Abgeschlossene Projekte
Das Forschungsprojekt BabMed – Babylonian Medicine wurde von 2013 bis 2018 unter Leitung von Markham J. Geller (Principal Investigator) und J. Cale Johnson (stellvertretende Projektleitung) an der Freien Universität Berlin durchgeführt. Die im Rahmen des Projektes erstellten Corpora zu medizinischen Keilschrift-Texten sind über die BabMed-Webseite online verfügbar.

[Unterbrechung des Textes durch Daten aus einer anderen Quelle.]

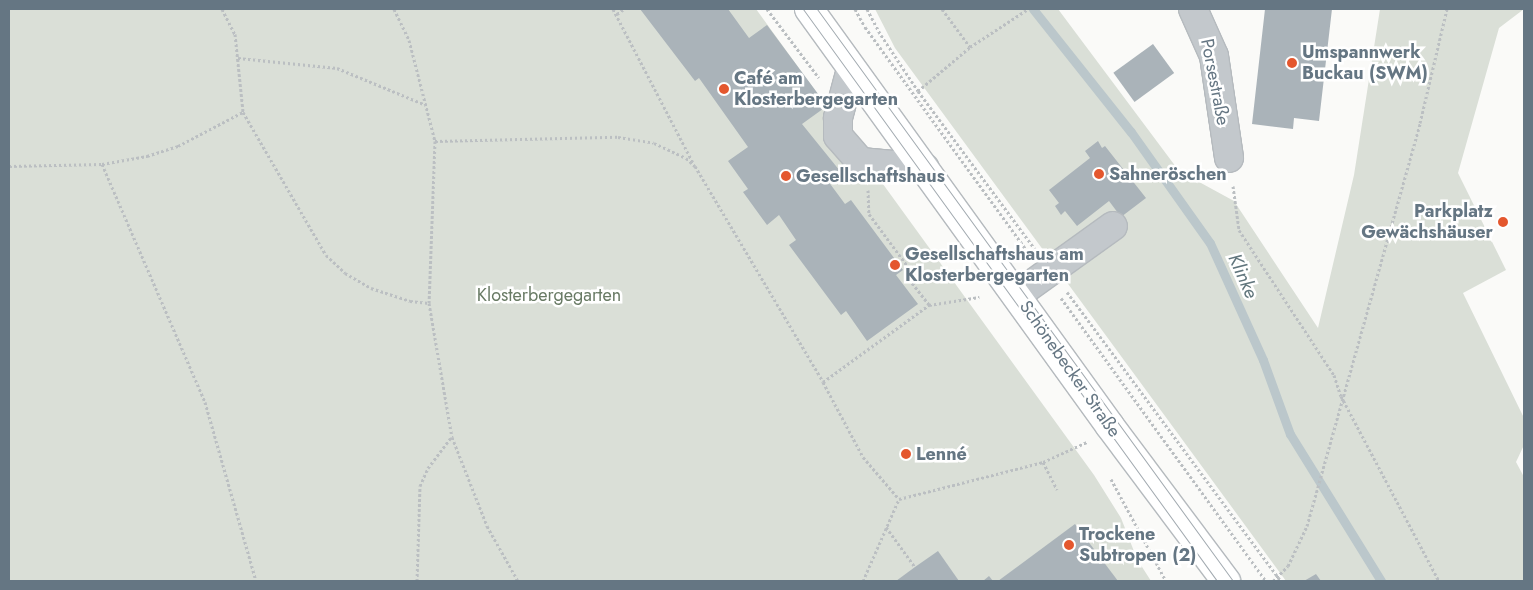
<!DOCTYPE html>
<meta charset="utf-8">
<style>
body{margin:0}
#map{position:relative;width:1533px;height:590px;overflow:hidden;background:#fafaf8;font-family:Jost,sans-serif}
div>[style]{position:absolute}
.green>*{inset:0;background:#dadfd7}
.stream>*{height:9px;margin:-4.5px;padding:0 4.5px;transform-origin:4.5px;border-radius:4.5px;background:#bbc7cb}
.building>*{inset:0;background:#aab3b9;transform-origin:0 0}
.path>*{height:3px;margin-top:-1.5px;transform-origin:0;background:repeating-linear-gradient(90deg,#bbbfc2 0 2.5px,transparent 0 5px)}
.roads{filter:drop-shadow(1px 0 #b5babe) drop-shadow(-1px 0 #b5babe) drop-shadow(0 1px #b5babe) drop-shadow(0 -1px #b5babe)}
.minor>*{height:28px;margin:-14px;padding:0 14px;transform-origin:14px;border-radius:14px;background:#c3c8cc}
.major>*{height:28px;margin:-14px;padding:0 14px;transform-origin:14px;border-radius:14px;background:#fff}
.tram>*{height:1px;margin:-0.5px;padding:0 0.5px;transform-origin:0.5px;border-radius:0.5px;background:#a2aab0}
.dots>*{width:14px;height:14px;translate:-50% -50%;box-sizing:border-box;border:2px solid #fff;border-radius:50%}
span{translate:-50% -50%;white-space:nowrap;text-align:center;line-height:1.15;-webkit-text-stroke:5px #fff;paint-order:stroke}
.poi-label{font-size:18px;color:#657683;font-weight:700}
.left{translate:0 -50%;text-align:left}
.right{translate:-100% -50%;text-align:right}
.street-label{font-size:18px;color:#657683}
.park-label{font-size:18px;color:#687a64}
.water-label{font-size:19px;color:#60757c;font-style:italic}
.frame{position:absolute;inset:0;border:10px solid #657683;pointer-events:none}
</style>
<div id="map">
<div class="green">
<i style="clip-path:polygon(9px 9px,756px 9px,1094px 475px,1121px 518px,1137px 559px,1151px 581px,9px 581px)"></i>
<i style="clip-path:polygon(875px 9px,1058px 9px,1179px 171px,1234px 201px,1318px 328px,1354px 175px,1380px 9px,1524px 9px,1499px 28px,1458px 173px,1506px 270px,1463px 293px,1524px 418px,1524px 445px,1516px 462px,1524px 477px,1524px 581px,1286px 581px,895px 48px)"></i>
</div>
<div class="stream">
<i style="left:1033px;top:9px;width:157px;rotate:51.5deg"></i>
<i style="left:1131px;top:132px;width:136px;rotate:54.6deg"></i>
<i style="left:1210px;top:243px;width:128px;rotate:65.6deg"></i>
<i style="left:1263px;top:360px;width:79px;rotate:70deg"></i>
<i style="left:1290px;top:434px;width:173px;rotate:58.2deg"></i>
</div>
<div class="building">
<i style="clip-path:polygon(640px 9px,728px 9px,749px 38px,767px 25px,827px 106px,802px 124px,840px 171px,828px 181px,845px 204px,851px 200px,903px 270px,896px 275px,918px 304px,867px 341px,846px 311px,841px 315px,789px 245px,796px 240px,779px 215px,767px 225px,743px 192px,748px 189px,728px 161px,748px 147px,699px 78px,695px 81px)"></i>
<i style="clip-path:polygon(1265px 9px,1332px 9px,1319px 121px,1294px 118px,1293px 129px,1252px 124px)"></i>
<i style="left:1153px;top:44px;width:36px;height:49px;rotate:54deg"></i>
<i style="clip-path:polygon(1098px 141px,1102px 148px,1105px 146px,1146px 198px,1121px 217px,1109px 201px,1077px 226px,1065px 211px,1061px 215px,1055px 206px,1059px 203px,1049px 190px,1090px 158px,1085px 151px)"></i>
<i style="clip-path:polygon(1075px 524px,1118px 581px,998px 581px)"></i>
<i style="clip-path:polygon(938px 551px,959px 581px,896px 581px,915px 567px)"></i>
<i style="clip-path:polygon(1316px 574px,1321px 581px,1304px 581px)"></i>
<i style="clip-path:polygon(989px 576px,993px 581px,983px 581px)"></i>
</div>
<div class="path">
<i style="left:222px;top:9px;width:28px;rotate:63deg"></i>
<i style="left:235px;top:34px;width:78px;rotate:84.1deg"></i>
<i style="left:243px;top:112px;width:165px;rotate:59.9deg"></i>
<i style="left:326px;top:255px;width:26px;rotate:43deg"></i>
<i style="left:345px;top:273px;width:30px;rotate:30deg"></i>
<i style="left:371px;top:288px;width:41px;rotate:18.4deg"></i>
<i style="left:410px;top:301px;width:19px;rotate:6deg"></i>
<i style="left:394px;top:9px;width:34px;rotate:64deg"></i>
<i style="left:409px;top:40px;width:104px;rotate:75.6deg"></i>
<i style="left:435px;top:141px;width:162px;rotate:92.1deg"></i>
<i style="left:429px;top:303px;width:136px;rotate:80.3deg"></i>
<i style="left:452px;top:437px;width:96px;rotate:68.5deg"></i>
<i style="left:487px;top:526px;width:63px;rotate:60.6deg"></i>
<i style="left:613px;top:9px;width:174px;rotate:62.5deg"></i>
<i style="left:767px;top:9px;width:86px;rotate:53deg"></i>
<i style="left:855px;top:9px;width:21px;rotate:61deg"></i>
<i style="left:865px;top:27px;width:278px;rotate:54.1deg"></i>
<i style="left:867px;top:9px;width:30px;rotate:62deg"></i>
<i style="left:881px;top:35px;width:67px;rotate:56.5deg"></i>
<i style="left:918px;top:91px;width:197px;rotate:53.5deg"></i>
<i style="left:942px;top:9px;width:47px;rotate:53.6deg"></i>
<i style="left:617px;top:14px;width:9px;rotate:-36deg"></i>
<i style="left:238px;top:58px;width:100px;rotate:5.8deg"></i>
<i style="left:337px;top:68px;width:96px;rotate:22.6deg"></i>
<i style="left:918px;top:91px;width:68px;rotate:-40.2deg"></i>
<i style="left:970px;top:47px;width:69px;rotate:-33.2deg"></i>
<i style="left:435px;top:141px;width:183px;rotate:-1.3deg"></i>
<i style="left:618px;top:137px;width:36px;rotate:9deg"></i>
<i style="left:654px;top:143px;width:35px;rotate:25deg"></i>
<i style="left:686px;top:158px;width:12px;rotate:42deg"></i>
<i style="left:695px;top:166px;width:251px;rotate:59.3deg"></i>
<i style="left:823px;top:382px;width:85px;rotate:61.9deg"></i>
<i style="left:863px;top:457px;width:55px;rotate:49.4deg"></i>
<i style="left:102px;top:164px;width:259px;rotate:66.6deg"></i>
<i style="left:205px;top:402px;width:186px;rotate:74.1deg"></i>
<i style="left:9px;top:166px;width:93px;rotate:-1.2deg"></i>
<i style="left:102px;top:164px;width:46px;rotate:-10.1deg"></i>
<i style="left:147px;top:156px;width:33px;rotate:-18deg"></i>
<i style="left:178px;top:146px;width:73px;rotate:-27.6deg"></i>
<i style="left:1233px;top:186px;width:44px;rotate:82.2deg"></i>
<i style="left:1239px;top:230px;width:173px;rotate:56.8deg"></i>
<i style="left:1334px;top:375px;width:22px;rotate:72deg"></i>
<i style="left:1341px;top:396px;width:209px;rotate:62.1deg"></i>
<i style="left:868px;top:190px;width:24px;rotate:88deg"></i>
<i style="left:869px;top:214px;width:67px;rotate:53.5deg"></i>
<i style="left:909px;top:268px;width:11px;rotate:90deg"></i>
<i style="left:909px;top:279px;width:33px;rotate:52deg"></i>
<i style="left:929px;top:305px;width:51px;rotate:-9.1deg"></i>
<i style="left:1067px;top:292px;width:360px;rotate:53.5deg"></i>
<i style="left:1061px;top:298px;width:349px;rotate:54.1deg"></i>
<i style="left:823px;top:382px;width:131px;rotate:-36deg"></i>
<i style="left:1043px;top:462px;width:31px;rotate:63deg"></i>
<i style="left:1111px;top:479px;width:116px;rotate:61.7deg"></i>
<i style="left:886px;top:527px;width:49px;rotate:54.1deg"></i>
<i style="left:417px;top:581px;width:95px;rotate:-88.2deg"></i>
<i style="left:420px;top:486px;width:20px;rotate:-66deg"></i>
<i style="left:428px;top:468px;width:38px;rotate:-53deg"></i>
<i style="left:863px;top:581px;width:90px;rotate:-66.3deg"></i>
<i style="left:899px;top:499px;width:149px;rotate:-14.4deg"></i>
<i style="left:1043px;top:462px;width:48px;rotate:-24.4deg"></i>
<i style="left:1273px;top:581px;width:21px;rotate:-45deg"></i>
<i style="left:1288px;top:566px;width:44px;rotate:-64.6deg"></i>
<i style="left:1307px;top:526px;width:419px;rotate:-74.3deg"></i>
<i style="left:1420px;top:123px;width:117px;rotate:-76.7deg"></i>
</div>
<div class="roads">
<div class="minor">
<i style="left:1193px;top:9px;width:51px;rotate:65.9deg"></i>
<i style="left:1214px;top:56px;width:103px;rotate:81.6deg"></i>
<i style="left:851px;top:69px;width:51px;rotate:104.9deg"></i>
<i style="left:838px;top:118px;width:18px;rotate:90deg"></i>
<i style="left:838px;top:136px;width:35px;rotate:49deg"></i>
<i style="left:861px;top:162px;width:64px;rotate:5.4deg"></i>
<i style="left:1017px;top:295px;width:118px;rotate:-35.7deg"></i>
</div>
<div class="major">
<i style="left:809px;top:9px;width:514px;rotate:54.18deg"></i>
<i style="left:1110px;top:426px;width:194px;rotate:53.2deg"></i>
</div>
</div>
<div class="tram">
<i style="left:803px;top:9px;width:706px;rotate:54.1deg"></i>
<i style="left:817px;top:9px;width:707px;rotate:53.97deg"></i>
</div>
<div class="dots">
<i style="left:1292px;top:63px;background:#e4572e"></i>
<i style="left:724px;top:89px;background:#e4572e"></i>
<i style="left:1099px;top:174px;background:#e4572e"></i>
<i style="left:786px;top:176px;background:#e4572e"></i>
<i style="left:1503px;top:222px;background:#e4572e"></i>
<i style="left:895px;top:265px;background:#e4572e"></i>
<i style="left:906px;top:454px;background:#e4572e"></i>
<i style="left:1069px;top:545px;background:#e4572e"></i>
</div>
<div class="poi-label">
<span class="left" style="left:1302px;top:63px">Umspannwerk<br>Buckau (SWM)</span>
<span class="left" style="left:734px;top:89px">Café am<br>Klosterbergegarten</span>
<span class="left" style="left:1109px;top:174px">Sahneröschen</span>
<span class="left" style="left:796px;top:176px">Gesellschaftshaus</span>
<span class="right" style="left:1493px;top:222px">Parkplatz<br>Gewächshäuser</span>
<span class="left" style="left:905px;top:265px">Gesellschaftshaus am<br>Klosterbergegarten</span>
<span class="left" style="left:916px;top:454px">Lenné</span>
<span class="left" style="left:1079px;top:545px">Trockene<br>Subtropen (2)</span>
</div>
<div class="street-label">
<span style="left:1215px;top:82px;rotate:79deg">Porsestraße</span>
<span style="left:1070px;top:369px;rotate:55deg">Schönebecker Straße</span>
</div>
<div class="park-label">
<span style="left:549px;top:295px">Klosterbergegarten</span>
</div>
<div class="water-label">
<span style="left:1243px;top:276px;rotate:66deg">Klinke</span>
</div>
<div class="frame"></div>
</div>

BabMed war das erste umfassende wissenschaftliche Forschungsprojekt zur Heilkunde des babylonischen Altertums überhaupt. Die medizinischen Keilschrifttexte des alten Zweistromlandes sind das umfangreichste Korpus antiken medizinischen Wissens vor Hippokrates. Da die große Mehrzahl dieser Texte lediglich in Form von Abschriften (Autographien) vorliegt – so sie überhaupt veröffentlicht wurden – sind sie weder für Laien noch für Spezialisten ohne Schwierigkeiten zugänglich. Ein Ziel des BabMed-Projektes war es, diese Texte erstmals seit der Entzifferung der Keilschrift sowohl für die Fachwelt als auch für eine breite interessierte Öffentlichkeit zu erschließen.